- WORK TASK
Read through the lines below and copy the ones holding the string "Hills".

━━━━━━━━

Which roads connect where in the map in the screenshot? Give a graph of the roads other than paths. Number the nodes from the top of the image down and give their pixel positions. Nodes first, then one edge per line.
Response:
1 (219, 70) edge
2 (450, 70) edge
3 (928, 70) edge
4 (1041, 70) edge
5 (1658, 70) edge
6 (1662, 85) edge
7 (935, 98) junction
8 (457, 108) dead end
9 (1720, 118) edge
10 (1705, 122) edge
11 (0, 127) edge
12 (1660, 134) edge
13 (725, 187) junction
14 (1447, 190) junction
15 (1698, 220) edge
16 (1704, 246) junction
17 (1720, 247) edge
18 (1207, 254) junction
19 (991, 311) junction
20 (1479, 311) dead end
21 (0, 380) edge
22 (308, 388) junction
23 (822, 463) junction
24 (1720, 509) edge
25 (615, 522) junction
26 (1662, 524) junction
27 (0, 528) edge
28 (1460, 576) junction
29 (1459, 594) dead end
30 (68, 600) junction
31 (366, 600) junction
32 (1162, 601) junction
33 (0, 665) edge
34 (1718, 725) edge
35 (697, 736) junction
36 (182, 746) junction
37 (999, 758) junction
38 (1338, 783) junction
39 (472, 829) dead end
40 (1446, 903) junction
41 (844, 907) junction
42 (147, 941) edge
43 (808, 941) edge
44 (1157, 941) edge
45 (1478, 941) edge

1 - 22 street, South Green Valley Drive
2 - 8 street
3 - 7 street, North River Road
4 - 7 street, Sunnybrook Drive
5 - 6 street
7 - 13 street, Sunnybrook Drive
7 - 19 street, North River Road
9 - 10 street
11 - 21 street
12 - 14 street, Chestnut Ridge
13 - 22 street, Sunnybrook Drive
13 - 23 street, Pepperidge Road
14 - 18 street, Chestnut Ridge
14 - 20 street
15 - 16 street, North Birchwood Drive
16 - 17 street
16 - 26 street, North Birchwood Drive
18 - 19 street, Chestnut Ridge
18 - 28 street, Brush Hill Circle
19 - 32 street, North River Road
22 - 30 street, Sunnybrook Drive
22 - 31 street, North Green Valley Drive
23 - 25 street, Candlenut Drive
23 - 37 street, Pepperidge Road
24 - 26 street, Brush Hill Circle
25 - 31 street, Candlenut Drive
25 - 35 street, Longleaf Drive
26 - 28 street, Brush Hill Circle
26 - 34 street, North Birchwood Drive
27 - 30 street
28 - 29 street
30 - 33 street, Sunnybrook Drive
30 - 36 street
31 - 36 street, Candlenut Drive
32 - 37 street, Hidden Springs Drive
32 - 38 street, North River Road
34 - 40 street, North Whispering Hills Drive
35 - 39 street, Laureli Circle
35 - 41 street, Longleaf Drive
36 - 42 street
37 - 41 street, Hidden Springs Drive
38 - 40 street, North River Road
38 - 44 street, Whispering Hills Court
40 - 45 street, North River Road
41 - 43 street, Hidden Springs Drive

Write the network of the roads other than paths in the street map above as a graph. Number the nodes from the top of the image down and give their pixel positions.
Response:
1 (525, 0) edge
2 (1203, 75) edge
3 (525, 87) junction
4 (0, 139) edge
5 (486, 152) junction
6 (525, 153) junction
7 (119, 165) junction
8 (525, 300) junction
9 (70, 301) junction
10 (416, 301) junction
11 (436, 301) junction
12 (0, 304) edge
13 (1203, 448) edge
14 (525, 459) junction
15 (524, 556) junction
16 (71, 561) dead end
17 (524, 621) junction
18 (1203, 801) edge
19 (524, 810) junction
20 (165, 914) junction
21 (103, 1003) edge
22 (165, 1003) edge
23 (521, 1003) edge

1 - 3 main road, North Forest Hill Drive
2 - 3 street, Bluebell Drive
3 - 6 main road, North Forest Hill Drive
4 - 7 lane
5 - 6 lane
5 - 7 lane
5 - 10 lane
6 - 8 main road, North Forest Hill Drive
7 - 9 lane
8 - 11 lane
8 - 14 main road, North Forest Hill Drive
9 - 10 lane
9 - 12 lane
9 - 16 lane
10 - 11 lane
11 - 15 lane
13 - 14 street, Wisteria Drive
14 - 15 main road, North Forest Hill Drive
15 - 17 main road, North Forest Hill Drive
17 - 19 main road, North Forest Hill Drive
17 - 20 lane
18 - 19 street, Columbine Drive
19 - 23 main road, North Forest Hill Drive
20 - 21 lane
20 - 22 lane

━━━━━━━━

- RESULT OF THE EXERCISE
34 - 40 street, North Whispering Hills Drive
38 - 44 street, Whispering Hills Court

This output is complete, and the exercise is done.